Active immunization has been proposed as a promising strategy for treatment of dvanced Prostate Cancer. However, few tumor associated antigens have demonstrated to elicit an efficient immune response and moreover, our knowledge about how to perform such immunizations remains incipient. Previously, we postulated Galectin-1 as a novel immunogen in PCa and immunizations with a Gal- 1 derived peptide induced specific cytotoxicity. This work evaluates different conditions to ameliorate the immunization protocol. First, we decided to comparatively study the use of short peptides (Gal-1 MHC class I and PADRE MHC Class II) vs a long peptide (both peptides joined by a cleavable link). Second, we evaluated the adjuvancy doses. Both peptide formulations combined with
conventionally used doses of adjuvants (900mM PolyU + 25uM CpG) do not induced specific cytotoxicity while 1/32 lower adjuvant doses induced 15% for the long peptide vs 2% for the short ones (p <0.05, t-test) at day 7 post-priming.

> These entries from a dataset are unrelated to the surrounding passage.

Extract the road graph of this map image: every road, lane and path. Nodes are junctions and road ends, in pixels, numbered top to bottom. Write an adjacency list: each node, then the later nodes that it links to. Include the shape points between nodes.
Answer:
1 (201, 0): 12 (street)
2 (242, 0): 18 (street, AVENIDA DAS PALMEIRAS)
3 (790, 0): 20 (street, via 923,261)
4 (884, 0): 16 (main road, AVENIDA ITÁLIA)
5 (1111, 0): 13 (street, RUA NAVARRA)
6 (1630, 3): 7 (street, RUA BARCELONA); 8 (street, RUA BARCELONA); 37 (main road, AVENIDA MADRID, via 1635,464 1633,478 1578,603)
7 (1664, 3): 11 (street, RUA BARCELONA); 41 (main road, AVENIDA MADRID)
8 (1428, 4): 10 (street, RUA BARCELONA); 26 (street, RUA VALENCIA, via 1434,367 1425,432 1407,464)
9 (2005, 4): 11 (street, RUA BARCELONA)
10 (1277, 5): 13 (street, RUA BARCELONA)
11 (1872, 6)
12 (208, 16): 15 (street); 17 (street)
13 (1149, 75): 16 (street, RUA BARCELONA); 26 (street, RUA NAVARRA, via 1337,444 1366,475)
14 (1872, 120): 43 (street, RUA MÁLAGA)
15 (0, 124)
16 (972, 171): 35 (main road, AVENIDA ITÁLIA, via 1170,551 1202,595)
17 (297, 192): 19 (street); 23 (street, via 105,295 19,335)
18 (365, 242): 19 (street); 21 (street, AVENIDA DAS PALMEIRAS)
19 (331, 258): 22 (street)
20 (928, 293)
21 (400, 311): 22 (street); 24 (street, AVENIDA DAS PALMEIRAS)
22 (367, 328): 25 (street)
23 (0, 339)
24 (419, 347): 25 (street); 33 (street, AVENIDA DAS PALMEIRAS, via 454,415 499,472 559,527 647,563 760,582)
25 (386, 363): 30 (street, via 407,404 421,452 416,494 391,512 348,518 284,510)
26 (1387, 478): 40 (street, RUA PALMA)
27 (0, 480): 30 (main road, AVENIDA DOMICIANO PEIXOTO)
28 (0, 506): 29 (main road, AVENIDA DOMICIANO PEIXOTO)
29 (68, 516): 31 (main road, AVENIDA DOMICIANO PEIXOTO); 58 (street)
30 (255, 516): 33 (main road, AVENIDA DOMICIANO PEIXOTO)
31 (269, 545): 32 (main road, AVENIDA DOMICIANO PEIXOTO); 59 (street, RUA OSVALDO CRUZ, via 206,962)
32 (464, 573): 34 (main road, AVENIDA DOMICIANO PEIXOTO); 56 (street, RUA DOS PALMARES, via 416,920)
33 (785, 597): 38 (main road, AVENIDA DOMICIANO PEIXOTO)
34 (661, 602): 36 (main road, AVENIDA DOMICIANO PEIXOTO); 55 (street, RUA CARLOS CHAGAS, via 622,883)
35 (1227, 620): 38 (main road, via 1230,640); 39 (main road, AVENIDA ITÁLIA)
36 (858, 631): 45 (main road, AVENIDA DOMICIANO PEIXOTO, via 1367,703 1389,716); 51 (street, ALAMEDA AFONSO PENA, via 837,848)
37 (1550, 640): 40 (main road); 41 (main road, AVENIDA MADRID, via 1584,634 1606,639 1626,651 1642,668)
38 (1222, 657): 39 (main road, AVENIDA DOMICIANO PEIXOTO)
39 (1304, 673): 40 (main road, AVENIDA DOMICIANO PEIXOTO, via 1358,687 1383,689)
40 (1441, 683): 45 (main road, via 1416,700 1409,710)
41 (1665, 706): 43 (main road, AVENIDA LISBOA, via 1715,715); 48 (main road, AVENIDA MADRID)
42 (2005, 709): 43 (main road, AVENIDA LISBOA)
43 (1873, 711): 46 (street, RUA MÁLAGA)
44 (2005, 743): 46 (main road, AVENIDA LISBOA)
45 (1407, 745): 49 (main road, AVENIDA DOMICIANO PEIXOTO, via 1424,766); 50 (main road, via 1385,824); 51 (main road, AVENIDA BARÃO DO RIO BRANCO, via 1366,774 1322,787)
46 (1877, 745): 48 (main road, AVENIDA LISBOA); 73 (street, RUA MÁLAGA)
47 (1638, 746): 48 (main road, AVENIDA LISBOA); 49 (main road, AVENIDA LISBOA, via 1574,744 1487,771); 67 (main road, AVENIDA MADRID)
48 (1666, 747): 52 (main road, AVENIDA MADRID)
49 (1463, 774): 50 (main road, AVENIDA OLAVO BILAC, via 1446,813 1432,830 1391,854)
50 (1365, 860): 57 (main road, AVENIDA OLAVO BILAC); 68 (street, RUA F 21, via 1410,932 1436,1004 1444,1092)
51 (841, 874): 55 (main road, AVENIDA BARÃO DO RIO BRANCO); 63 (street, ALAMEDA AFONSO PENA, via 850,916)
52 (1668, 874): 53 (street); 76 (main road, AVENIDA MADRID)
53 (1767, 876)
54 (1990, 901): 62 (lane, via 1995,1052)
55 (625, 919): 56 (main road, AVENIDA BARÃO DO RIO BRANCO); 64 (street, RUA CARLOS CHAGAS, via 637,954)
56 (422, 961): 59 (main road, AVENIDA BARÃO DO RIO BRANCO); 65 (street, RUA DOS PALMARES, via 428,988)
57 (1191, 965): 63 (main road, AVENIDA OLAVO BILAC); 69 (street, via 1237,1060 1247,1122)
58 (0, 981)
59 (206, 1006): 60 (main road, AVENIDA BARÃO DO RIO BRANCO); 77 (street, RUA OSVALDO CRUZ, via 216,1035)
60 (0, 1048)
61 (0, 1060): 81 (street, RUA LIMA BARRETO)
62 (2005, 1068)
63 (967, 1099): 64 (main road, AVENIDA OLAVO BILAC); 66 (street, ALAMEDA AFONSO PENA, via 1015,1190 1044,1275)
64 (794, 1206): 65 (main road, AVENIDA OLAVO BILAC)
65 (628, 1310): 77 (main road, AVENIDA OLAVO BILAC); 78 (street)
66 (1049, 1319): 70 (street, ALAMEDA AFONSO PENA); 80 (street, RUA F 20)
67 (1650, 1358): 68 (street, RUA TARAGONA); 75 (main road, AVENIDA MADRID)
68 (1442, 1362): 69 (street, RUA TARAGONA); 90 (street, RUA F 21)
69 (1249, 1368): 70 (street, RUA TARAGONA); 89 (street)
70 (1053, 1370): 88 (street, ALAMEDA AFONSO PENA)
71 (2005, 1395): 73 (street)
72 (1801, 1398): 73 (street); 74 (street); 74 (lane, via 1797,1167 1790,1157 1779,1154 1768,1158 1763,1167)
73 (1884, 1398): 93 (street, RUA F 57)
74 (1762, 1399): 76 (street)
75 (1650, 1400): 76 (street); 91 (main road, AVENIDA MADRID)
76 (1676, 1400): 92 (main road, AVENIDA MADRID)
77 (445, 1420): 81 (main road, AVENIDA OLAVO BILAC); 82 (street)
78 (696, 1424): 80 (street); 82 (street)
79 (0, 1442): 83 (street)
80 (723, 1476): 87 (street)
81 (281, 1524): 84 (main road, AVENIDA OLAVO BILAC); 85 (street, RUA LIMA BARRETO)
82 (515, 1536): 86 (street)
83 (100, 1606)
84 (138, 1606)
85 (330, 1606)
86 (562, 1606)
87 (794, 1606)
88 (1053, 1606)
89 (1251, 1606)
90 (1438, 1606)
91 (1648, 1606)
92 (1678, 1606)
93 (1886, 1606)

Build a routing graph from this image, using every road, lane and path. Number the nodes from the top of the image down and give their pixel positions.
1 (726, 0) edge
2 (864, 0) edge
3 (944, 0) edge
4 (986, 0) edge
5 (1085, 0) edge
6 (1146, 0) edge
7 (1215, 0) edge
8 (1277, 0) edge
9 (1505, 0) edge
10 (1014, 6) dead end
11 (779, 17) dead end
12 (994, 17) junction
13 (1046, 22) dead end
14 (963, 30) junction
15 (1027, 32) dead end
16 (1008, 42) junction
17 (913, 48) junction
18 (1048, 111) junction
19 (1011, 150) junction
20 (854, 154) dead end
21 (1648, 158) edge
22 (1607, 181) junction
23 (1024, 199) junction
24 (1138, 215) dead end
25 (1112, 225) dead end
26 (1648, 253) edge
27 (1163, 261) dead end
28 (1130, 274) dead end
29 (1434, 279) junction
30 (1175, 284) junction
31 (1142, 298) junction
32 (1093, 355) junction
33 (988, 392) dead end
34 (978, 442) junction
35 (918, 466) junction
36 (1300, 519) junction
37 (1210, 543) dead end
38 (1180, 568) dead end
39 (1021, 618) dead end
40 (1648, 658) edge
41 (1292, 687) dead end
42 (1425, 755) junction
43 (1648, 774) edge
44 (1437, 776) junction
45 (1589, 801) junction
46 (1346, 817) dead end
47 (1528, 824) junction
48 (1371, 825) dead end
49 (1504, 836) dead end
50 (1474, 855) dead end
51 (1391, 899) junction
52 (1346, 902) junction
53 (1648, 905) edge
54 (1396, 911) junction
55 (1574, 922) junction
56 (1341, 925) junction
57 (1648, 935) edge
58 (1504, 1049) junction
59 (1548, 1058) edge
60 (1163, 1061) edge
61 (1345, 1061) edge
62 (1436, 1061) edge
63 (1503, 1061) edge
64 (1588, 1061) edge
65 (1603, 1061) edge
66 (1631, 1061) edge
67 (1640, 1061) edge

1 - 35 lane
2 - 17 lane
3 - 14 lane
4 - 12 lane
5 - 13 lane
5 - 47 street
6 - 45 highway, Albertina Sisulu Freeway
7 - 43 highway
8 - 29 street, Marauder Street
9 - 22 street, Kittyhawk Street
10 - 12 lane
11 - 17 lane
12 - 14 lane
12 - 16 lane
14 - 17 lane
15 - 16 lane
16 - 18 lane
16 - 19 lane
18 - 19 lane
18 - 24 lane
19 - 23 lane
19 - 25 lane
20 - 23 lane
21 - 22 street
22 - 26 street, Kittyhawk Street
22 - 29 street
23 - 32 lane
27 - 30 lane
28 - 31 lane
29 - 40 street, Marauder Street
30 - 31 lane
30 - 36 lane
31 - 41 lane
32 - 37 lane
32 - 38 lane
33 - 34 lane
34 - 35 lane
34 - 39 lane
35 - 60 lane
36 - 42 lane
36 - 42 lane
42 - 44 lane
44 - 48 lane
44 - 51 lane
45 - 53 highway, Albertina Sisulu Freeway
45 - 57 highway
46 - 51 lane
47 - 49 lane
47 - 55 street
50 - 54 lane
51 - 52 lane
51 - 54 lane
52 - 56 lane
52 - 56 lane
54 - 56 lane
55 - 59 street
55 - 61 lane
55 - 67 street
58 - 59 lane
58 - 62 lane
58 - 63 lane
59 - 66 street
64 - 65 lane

This prompted us to comparatively characterize at the cellular level these different immunization protocols. Immunization with long peptide and lower doses of adjuvant demonstrated a moderate total lymph node cell burst in contrast to the great expansion seen with conventional doses of adjuvant. Additionally, lower doses of adjuvant decreased Tregs and more importantly, induced a 2.8 fold increase in the absolute numbers of tetramer specific CD8+ T cells. These parameters could explain the higher response obtained. To gain better insights about parameters required for an optimal boost, we demonstrated that low levels of adjuvant are required in re-stimulations but, in this phase, long peptides do not increase the specific cytotoxicity while the short ones do, suggesting that the use of long peptides is only crucial at priming. In summary, our results challenge current ideas about the parameters required to perform a better immunization against an endogenous, tumor-overexpressed antigen.